“挫けるのを恐れて 踊らない きみのこころ醒めるのを恐れて チャンス逃す きみの夢奪われるのが嫌さに 与えない こころ死ぬのを恐れて 生きることが 出来ない”
スタジオジブリの『おもひでぽろぽろ』の主題歌,「愛は花,君はその種子」。
映画自体は小学生のときにテレビで観たことがあるけれど,
きちんと,きちんとこの曲を聴いたのは大学生になってからだった。
東京から松本まで高速バスに乗って帰っている途中だった。
ジブリの主題歌集みたいなものをウォークマンに入れて,ナウシカから順に聴いていた。
なんてきれいな詞なんだろうと思った。
あとで,元々この曲は英語で詞がついていて,高畑勲が訳したものだと知った。
オリジナルの英詞を大切にして,非常に丁寧に訳してあった。
高畑勲の美しい日本語の組み合わせに心が洗われた。原曲は「The Rose」だけど,「バラ」とかじゃなく,単純に「花」と訳してあるのが好き。いい。
山下ヤスミンちゃんがこの曲を歌っているのを知ったのは,今年に入ってから。
確かこの曲か何かをYouTubeで検索してたら出てきた。
驚いた。なんて実直に歌っているのだろう。
当時10歳らしい。聴けば子どもが歌っているものだということはすぐわかる。
子どもの声。なのにこんなに胸に響くのはなぜだろう。
仮に日系ブラジル人で日本語は話せないなんて情報がなかったとしても,私はこの子のこの歌に心が動かされただろう。

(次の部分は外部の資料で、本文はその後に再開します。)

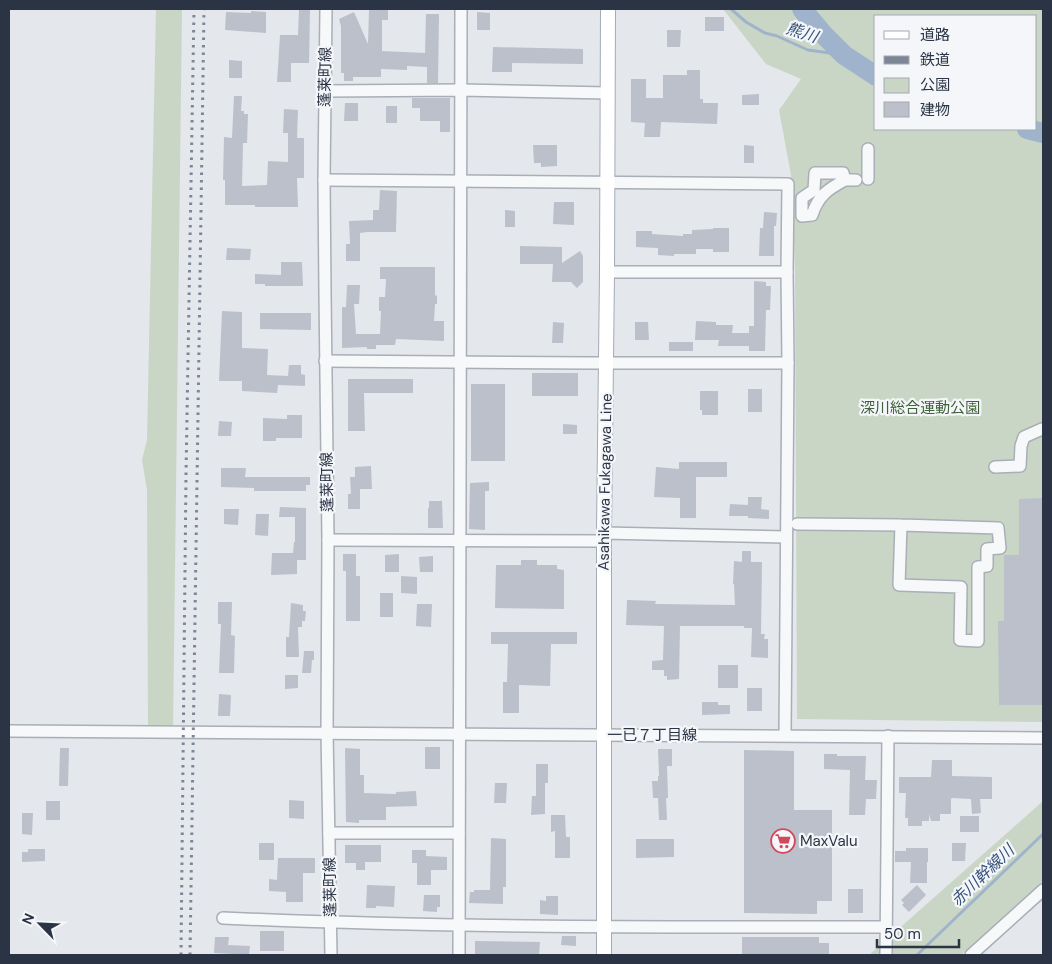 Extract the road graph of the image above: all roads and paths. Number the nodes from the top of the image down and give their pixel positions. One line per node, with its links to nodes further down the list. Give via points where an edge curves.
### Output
1 (326, 9): 5 (street, 蓬莱町線)
2 (461, 9): 4 (street)
3 (608, 9): 6 (main road, Asahikawa Fukagawa Line)
4 (461, 90): 5 (street); 6 (street); 11 (street)
5 (325, 91): 9 (street, 蓬莱町線)
6 (608, 93): 12 (main road, Asahikawa Fukagawa Line)
7 (868, 149): 8 (street)
8 (868, 179)
9 (324, 180): 11 (street); 15 (street, 蓬莱町線)
10 (851, 180): 10 (street, via 843,173 814,173 814,190 802,198 802,216 812,215 815,205 830,188)
11 (461, 182): 12 (street); 16 (street)
12 (608, 183): 13 (main road, Asahikawa Fukagawa Line); 14 (street, via 788,184)
13 (607, 272): 14 (street); 18 (main road, Asahikawa Fukagawa Line)
14 (787, 272): 17 (street)
15 (325, 361): 16 (street); 25 (street, 蓬莱町線)
16 (460, 363): 18 (street); 26 (street)
17 (788, 363): 18 (street); 24 (street)
18 (606, 364): 23 (main road, Asahikawa Fukagawa Line)
19 (1042, 429): 20 (street, via 1024,437 1020,446 1020,466)
20 (995, 467)
21 (798, 524): 22 (street)
22 (901, 525): 22 (street, via 998,528 1000,548 987,549 987,566 978,567 978,641 960,640 960,587 899,585)
23 (605, 537): 24 (street); 26 (street); 30 (main road, Asahikawa Fukagawa Line)
24 (786, 537): 31 (street)
25 (328, 540): 26 (street); 28 (street, 蓬莱町線)
26 (460, 541): 29 (street)
27 (9, 731): 28 (street, 一已７丁目線)
28 (327, 732): 29 (street, 一已７丁目線); 34 (street, 蓬莱町線)
29 (459, 733): 30 (street, 一已７丁目線); 35 (street)
30 (604, 735): 31 (street, 一已７丁目線); 40 (main road, Asahikawa Fukagawa Line)
31 (785, 735): 32 (street, 一已７丁目線)
32 (888, 736): 33 (street, 一已７丁目線); 41 (street)
33 (1043, 738)
34 (329, 833): 35 (street); 38 (street, 蓬莱町線)
35 (459, 833): 39 (street)
36 (1043, 890): 46 (street)
37 (223, 918): 38 (street)
38 (330, 923): 39 (street); 42 (street, 蓬莱町線)
39 (459, 924): 40 (street); 43 (street)
40 (604, 926): 41 (street); 44 (main road, Asahikawa Fukagawa Line)
41 (886, 927): 45 (street)
42 (331, 955)
43 (459, 955)
44 (604, 955)
45 (886, 955)
46 (971, 955) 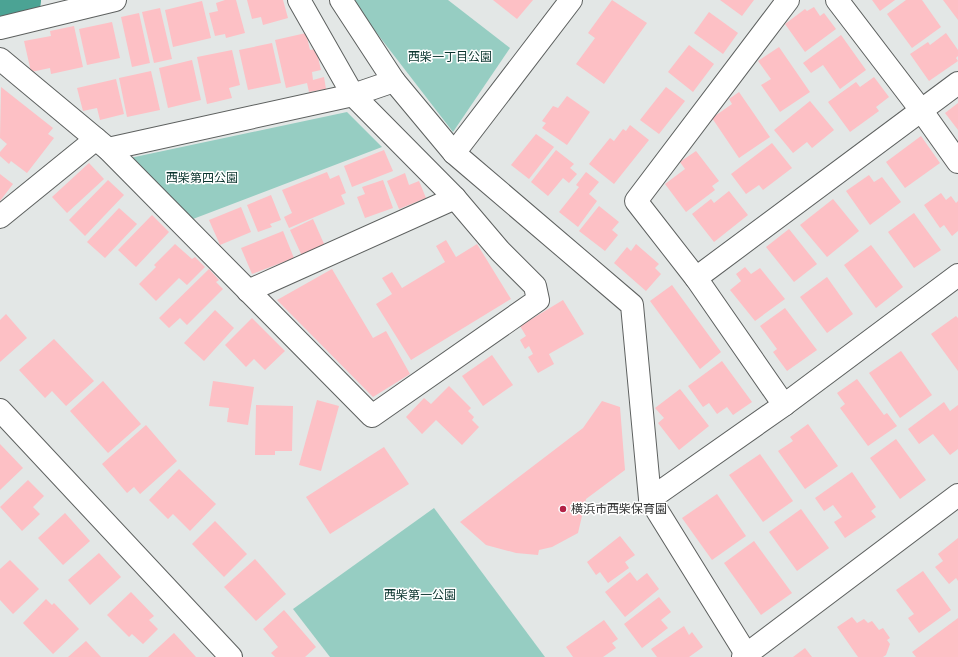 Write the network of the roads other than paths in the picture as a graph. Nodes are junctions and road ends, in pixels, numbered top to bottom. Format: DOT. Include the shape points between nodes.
graph roads {
  1 [pos="115,0"];
  2 [pos="299,0"];
  3 [pos="341,0"];
  4 [pos="571,0"];
  5 [pos="788,0"];
  6 [pos="837,0"];
  7 [pos="0,28"];
  8 [pos="0,59"];
  9 [pos="394,80"];
  10 [pos="958,83"];
  11 [pos="353,95"];
  12 [pos="921,110"];
  13 [pos="102,144"];
  14 [pos="454,153"];
  15 [pos="958,162"];
  16 [pos="455,198"];
  17 [pos="0,217"];
  18 [pos="958,275"];
  19 [pos="696,278"];
  20 [pos="248,291"];
  21 [pos="784,405"];
  22 [pos="0,410"];
  23 [pos="958,495"];
  24 [pos="650,499"];
  25 [pos="746,656"];
  26 [pos="231,657"];
  1 -- 7 [label="street"];
  2 -- 11 [label="street"];
  3 -- 9 [label="street"];
  4 -- 14 [label="street"];
  5 -- 19 [label="street" via="636,201"];
  6 -- 12 [label="street"];
  8 -- 13 [label="street"];
  9 -- 11 [label="street"];
  9 -- 14 [label="street"];
  10 -- 12 [label="street"];
  11 -- 13 [label="street"];
  11 -- 16 [label="street"];
  12 -- 15 [label="street"];
  12 -- 19 [label="street"];
  13 -- 17 [label="street"];
  13 -- 20 [label="street"];
  14 -- 24 [label="street" via="632,305"];
  16 -- 20 [label="street"];
  16 -- 20 [label="street" via="500,251 535,286 538,300 372,416"];
  18 -- 21 [label="street"];
  19 -- 21 [label="street"];
  21 -- 24 [label="street"];
  22 -- 26 [label="street"];
  23 -- 25 [label="street"];
  24 -- 25 [label="street"];
}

低音がちゃんと出ると表現すればいいのか,深みがあると言えばいいのか。
この子の魅力をうまく言葉にすることができない。
音を外していないところと言えばいいのか,変にリズムを崩していないところと言えばいいのか。
この子の魅力をうまく言葉にすることができない。
「死ぬのを恐れて 生きることができない」
それはきっと私だ。少し前の私だ。
失うことを恐れないで,生きていけたらいいのに。
老いていくことを恐れないで,生きていけたらいいのに。
生きていることに,絶望したくないのに。
きっとこれからも,しっとりしたい夜なんかに聴くんだろうな。
そうしてふとした瞬間に,アタマの中で再生されるんだろうな。